The schematics (a–c) show a simplified diagram of how binding between colour and shape might theoretically occur for normal perceivers. The top pathway of each diagram can be likened to occipital–parietal function, and the bottom pathway to occipital–temporal function. Dashed lines represent re-entrant pathways between them. (Cortical–pulvinar circuits that probably sustain activity have been omitted for simplicity.) The stimuli presented are on the left. Dorsal and ventral pathways do not need to interact when a single coloured letter is presented because no spatial ambiguity exists (a). However, when two different coloured letters are presented (b), the binding problem arises and interactions occur to resolve it (c). The special role of space (L) is implemented to co-localize the features through excitation and inhibition of information at each location.

For synaesthetes who see colours tightly bound to letters, there is only one location containing one shape but there are two colours (d); one presented and one induced. This sets up a different set of conditions for solving the binding problem. Suppose a blue O is presented to a synaesthete. Assume that binding of the letter and the objective colour occurs normally. But when the synaesthete becomes aware of the O, green — the synaesthetic colour — is automatically signalled (presumably because it is registered in the same colour map as blue)67. There is then ambiguity regarding whether the O is green or blue. For normal perceivers, the spatial abilities of the parietal lobe are engaged when co-localization of the colours is required, but in this case there is only one letter and only one filled location. The neural signal to that location is excitatory, but there is no other location that is inhibiting the synaesthetic colour (e). The result is a representation in the brain of two bindings at the same location where there would normally be one.

Box 2

Mattingley and colleagues74 reported a series of experiments that clearly showed that awareness was necessary to produce the synaesthetic experience of colour induced by sounds or shapes. They tested a group of 15 synaesthetes, and visually presented them with inducing letters or digits that were either above or below the detection threshold. The inducer was followed by an isolated colour that was always presented above the visual threshold and was either consistent or inconsistent with the synaesthetic colour of the inducer. For example, if T induced green for a particular subject, a grey-scale T would be briefly presented and would be followed by a patch of green (consistent) or red (inconsistent). The time taken by the subjects to name the colour patch on each trial was recorded. Synaesthetes were slower to name the inconsistent than the consistent colour patches when the letters and digits were detected, but when the inducers were below detection threshold, consistency had no effect.

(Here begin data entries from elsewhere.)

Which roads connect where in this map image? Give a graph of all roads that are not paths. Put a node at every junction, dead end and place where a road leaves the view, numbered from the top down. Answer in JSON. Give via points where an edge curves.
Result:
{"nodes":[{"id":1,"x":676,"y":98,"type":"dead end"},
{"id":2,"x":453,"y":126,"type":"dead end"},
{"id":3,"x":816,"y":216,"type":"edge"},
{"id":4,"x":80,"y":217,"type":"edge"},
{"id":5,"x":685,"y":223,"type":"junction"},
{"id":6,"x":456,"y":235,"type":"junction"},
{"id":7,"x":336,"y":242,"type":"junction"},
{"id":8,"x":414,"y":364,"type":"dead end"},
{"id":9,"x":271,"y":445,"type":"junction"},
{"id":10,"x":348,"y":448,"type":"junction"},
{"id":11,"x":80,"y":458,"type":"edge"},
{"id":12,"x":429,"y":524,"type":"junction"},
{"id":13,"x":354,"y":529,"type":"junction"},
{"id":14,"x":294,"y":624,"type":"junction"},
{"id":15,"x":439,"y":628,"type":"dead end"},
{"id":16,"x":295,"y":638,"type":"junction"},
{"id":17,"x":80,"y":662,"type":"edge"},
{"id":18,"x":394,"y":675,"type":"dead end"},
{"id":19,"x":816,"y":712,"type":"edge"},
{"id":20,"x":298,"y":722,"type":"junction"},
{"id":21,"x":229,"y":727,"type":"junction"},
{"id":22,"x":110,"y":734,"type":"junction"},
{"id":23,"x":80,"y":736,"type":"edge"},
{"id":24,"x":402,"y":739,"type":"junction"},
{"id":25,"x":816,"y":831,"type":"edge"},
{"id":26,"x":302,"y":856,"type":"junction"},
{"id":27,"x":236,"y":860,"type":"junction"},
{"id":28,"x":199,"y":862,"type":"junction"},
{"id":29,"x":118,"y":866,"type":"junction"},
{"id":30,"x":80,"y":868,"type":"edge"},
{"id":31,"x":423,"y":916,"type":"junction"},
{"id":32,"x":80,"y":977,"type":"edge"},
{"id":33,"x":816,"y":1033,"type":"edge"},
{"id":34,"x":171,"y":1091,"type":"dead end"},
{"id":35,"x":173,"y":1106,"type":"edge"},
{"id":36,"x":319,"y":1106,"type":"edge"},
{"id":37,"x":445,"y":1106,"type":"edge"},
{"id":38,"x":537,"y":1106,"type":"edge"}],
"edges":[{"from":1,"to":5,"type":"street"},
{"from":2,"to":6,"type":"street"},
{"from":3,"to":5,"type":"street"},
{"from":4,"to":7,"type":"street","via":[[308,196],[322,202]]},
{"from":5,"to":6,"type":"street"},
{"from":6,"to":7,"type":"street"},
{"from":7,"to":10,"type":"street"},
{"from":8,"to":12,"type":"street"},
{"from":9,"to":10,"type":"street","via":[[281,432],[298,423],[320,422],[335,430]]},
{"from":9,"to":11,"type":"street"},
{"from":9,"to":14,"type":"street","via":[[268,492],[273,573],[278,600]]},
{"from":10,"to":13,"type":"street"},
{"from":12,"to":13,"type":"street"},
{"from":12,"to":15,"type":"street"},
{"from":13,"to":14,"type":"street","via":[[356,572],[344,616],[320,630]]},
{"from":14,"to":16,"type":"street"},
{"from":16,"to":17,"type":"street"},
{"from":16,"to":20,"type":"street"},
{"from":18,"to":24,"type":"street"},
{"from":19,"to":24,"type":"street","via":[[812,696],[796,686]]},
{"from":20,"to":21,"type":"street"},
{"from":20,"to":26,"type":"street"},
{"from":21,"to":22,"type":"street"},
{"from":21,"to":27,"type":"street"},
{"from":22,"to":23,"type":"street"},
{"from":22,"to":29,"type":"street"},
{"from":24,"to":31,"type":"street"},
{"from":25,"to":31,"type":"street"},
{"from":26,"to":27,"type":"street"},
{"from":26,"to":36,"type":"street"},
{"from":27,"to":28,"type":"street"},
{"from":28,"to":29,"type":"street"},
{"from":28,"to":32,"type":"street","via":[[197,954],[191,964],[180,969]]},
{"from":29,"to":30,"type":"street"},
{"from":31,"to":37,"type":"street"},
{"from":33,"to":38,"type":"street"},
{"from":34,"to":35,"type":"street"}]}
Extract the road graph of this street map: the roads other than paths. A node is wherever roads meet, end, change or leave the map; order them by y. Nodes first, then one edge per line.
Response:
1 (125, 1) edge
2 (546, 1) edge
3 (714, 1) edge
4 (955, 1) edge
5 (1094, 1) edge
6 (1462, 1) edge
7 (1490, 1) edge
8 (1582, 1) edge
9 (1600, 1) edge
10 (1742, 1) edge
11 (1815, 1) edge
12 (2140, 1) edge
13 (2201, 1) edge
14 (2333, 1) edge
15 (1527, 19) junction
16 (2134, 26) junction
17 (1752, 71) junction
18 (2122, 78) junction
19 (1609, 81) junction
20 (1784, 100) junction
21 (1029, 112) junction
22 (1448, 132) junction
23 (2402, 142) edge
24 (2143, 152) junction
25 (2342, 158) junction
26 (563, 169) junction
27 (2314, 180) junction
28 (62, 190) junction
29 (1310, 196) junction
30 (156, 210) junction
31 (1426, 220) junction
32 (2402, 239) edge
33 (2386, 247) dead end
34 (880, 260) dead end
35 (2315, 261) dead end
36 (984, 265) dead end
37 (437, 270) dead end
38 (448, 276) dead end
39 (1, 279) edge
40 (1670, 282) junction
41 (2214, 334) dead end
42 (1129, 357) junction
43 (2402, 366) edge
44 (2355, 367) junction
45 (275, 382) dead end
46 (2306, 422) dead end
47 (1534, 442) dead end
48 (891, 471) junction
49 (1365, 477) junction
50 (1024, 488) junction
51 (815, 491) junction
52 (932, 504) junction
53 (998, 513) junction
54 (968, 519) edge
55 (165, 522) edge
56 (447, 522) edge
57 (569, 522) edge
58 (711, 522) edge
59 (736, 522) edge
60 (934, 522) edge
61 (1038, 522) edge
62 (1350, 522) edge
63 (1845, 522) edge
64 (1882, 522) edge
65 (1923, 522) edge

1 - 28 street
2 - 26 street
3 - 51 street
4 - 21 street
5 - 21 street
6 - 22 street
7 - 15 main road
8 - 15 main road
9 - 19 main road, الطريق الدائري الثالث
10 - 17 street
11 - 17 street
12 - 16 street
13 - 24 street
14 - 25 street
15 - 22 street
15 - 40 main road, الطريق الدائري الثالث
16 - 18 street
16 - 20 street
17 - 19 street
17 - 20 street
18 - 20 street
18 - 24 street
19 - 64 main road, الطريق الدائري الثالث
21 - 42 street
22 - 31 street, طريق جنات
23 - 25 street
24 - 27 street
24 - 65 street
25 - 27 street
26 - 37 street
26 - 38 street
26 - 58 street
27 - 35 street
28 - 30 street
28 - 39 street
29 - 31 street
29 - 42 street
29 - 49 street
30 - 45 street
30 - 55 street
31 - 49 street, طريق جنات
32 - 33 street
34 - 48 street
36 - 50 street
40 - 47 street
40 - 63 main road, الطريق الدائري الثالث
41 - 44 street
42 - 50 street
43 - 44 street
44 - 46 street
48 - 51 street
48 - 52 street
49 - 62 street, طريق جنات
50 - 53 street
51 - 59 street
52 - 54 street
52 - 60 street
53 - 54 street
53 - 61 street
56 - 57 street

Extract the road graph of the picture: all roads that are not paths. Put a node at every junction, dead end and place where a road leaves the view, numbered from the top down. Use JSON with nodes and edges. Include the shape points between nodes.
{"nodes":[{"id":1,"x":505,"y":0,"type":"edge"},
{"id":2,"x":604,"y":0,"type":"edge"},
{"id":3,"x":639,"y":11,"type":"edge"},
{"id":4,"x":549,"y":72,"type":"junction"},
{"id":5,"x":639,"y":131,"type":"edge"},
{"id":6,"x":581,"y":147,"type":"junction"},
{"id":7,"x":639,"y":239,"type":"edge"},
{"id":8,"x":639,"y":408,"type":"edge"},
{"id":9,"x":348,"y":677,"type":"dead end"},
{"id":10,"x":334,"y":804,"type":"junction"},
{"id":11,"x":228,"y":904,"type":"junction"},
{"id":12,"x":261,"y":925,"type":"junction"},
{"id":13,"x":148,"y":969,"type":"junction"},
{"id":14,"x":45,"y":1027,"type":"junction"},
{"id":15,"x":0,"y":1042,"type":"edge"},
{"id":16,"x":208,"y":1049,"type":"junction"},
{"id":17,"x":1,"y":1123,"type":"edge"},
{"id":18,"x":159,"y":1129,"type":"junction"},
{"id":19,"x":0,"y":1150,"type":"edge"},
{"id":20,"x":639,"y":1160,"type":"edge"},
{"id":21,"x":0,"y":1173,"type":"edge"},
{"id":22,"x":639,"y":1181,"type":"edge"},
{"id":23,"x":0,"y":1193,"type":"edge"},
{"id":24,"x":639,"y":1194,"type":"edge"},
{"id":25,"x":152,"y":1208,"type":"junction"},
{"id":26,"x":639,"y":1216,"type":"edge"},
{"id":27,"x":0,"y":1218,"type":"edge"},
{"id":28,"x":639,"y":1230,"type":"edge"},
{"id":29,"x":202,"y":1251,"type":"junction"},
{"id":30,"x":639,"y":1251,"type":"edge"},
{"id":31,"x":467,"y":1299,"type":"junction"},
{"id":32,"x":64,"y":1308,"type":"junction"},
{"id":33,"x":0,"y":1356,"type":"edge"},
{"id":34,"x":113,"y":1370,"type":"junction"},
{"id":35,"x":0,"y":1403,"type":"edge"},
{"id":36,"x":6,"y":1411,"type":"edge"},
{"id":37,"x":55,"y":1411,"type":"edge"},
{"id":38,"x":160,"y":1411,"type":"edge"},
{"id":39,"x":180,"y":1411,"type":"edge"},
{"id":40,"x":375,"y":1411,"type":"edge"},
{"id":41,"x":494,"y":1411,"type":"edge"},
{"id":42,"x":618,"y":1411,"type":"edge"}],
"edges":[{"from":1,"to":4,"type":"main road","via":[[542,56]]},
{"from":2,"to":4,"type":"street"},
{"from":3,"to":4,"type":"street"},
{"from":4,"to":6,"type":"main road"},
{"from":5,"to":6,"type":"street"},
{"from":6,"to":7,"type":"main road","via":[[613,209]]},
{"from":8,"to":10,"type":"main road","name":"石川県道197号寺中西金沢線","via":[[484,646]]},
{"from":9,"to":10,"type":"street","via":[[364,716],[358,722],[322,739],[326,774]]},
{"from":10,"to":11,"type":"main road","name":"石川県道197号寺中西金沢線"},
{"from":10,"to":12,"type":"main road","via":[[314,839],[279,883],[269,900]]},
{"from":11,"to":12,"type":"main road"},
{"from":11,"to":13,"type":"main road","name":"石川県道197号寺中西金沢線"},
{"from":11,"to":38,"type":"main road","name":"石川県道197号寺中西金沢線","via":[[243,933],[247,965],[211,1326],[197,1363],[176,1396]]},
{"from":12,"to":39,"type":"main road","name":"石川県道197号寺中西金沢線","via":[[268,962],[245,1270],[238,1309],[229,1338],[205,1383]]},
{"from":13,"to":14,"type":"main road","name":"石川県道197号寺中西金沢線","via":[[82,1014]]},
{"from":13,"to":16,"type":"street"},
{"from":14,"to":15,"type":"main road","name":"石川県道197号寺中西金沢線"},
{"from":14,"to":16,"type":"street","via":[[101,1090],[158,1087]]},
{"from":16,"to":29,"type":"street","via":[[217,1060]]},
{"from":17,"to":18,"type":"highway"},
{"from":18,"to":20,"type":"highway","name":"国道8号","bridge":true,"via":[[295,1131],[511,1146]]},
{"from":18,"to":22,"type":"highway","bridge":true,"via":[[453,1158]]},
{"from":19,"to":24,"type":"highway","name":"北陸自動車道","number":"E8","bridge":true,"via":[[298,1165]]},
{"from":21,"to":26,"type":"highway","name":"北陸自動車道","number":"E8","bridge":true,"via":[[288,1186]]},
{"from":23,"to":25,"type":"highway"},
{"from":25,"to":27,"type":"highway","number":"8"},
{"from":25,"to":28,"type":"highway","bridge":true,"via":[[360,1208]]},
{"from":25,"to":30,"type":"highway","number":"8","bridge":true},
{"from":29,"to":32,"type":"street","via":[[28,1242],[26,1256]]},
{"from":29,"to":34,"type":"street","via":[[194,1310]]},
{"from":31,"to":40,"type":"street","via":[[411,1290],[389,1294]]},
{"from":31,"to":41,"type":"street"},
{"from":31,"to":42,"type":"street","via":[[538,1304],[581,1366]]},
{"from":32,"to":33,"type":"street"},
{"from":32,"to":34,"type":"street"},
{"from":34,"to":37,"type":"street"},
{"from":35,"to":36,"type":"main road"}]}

These findings suggest that synaesthetes must be aware of the inducer for it to produce synaesthesia12. That is, they must attend to the letter or digit for it to be bound to its synaesthetic colour. One could argue that the inducer was not registered by the visual system when it was not detected, so of course it could not affect the time taken to name the subsequent colour patch. However, undetected letters and digits did affect the response time required to name a subsequent letter (for example, if an ‘a’ followed an undetected ‘A’ it was named faster than a ‘b’). The letters were implicitly encoded and registered in the visual system even to the point of implicit identification, but there was no evidence for implicit binding of the colour and the letter.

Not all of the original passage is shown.